This works (or at least "seems" to work) but I was wondering if I've missed something really obvious. Surely the problem of hidden blanks is very common and has been around since the dawn of excel and google sheets. there must be a simpler way.
(My first question so apologies for any breaches of forum rules.)

I don't know about Google.

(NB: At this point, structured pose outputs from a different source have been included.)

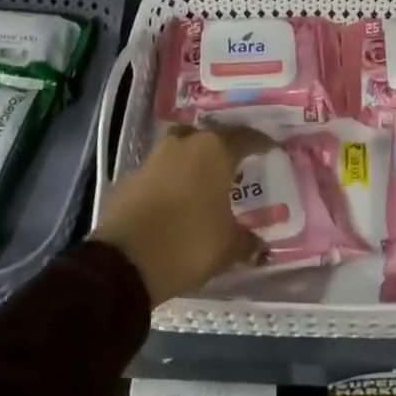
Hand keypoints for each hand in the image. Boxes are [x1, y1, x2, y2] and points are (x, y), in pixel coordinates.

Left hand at [91, 124, 273, 305]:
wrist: (125, 259)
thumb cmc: (188, 243)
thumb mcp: (227, 247)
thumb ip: (247, 241)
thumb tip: (260, 245)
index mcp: (215, 151)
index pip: (245, 137)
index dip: (260, 143)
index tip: (271, 149)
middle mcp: (186, 143)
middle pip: (211, 136)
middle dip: (225, 147)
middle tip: (237, 164)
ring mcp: (156, 156)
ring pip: (183, 147)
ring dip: (196, 159)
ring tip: (207, 179)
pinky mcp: (134, 174)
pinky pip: (163, 168)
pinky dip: (175, 177)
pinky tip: (180, 196)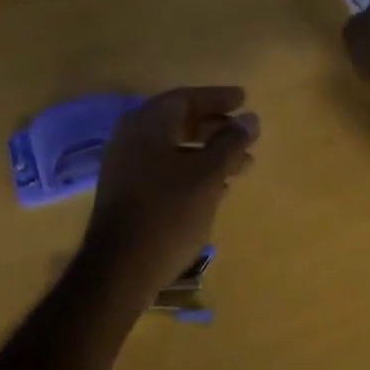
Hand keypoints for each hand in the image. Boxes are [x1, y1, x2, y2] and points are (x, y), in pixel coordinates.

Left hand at [81, 87, 259, 296]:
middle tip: (246, 134)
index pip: (186, 98)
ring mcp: (126, 167)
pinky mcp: (127, 194)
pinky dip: (192, 171)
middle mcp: (132, 137)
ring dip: (209, 153)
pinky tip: (217, 189)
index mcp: (147, 124)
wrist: (118, 272)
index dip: (217, 98)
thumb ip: (230, 143)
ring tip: (243, 166)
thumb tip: (250, 118)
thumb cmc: (168, 213)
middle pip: (179, 121)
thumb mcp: (208, 175)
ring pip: (174, 148)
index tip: (244, 100)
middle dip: (216, 128)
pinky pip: (165, 169)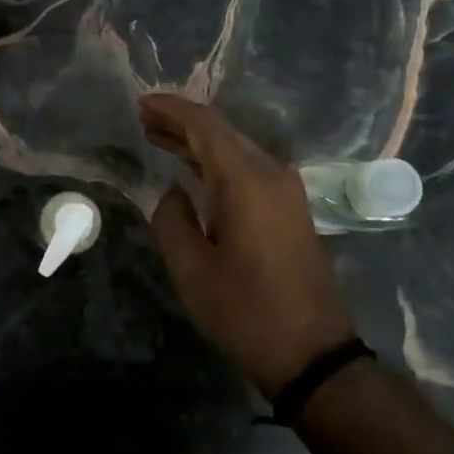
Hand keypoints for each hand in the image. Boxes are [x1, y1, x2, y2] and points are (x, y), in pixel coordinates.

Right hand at [141, 94, 358, 399]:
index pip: (205, 125)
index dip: (171, 109)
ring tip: (158, 136)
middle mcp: (271, 173)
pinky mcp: (289, 208)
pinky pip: (248, 169)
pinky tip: (192, 168)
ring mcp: (286, 190)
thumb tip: (172, 193)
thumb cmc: (245, 310)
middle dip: (182, 122)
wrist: (312, 351)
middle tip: (143, 117)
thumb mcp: (191, 267)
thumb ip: (171, 218)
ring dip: (198, 142)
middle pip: (223, 132)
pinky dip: (216, 162)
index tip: (141, 102)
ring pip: (236, 149)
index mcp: (246, 179)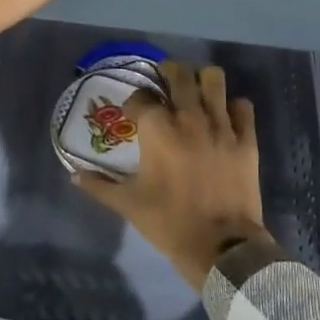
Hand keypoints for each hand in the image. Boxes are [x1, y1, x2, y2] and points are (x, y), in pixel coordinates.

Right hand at [74, 61, 273, 284]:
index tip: (134, 113)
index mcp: (158, 130)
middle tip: (165, 82)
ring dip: (202, 80)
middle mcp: (189, 117)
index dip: (135, 102)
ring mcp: (221, 125)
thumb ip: (99, 185)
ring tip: (196, 90)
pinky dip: (233, 106)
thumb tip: (73, 175)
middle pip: (179, 73)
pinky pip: (243, 106)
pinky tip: (225, 115)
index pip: (141, 97)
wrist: (221, 247)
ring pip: (214, 79)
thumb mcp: (128, 205)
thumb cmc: (169, 223)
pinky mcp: (246, 139)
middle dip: (168, 72)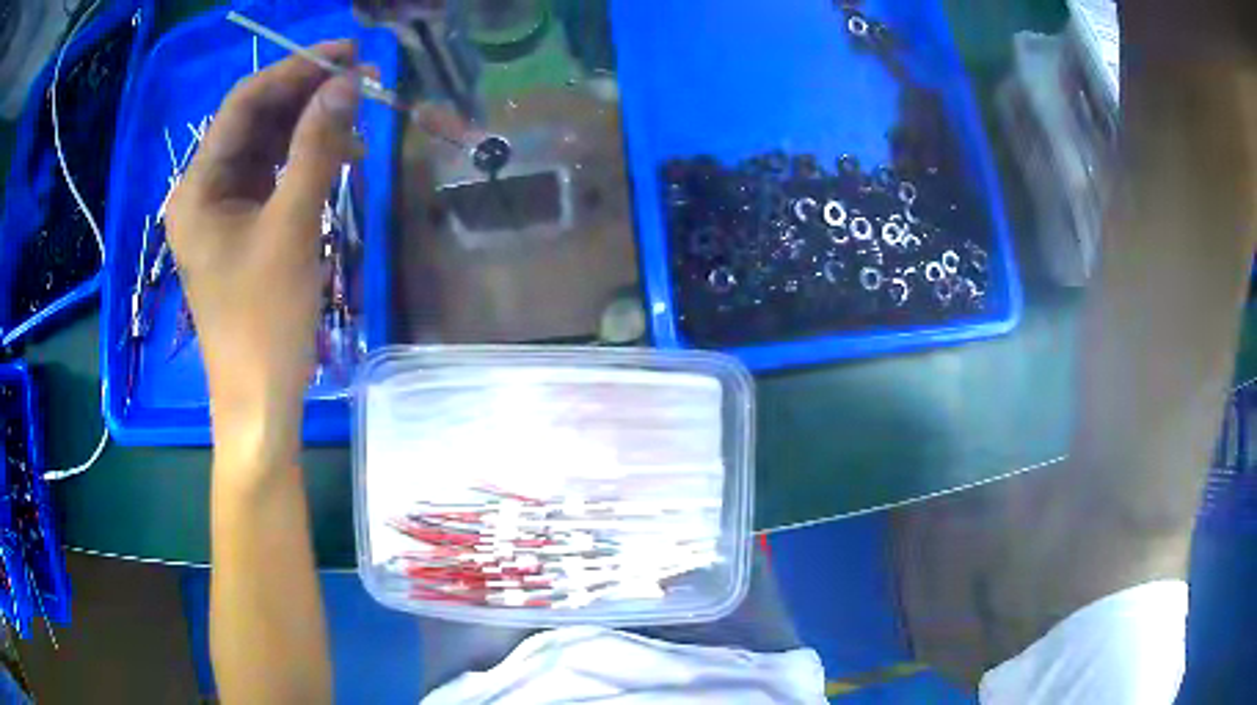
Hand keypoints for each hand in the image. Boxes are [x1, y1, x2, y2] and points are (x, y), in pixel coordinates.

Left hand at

But for Excel you could use this array formula for multiple contiguous columns:
=ROWS(A1:B10) * COLUMNS(A1:B10)-(COUNT(IF(ISERROR(CODE(A1:B10)),1,""))+COUNT(IF(CODE(A1:B10)=32,1,"")))

Could try this but I'm not at all sure about it
=SUMPRODUCT(--(trim((substitute(A2:A5,char(160),"")))<>""))
seems in Google Sheets that you've got to put char(160) to match a space entered into a cell?
Seems this is due to a non-breaking space and could possibly apply to Excel also - as explained here - the suggestion is that you could also pass it through the CLEAN function to eliminate invisible characters with codes in range 0-31.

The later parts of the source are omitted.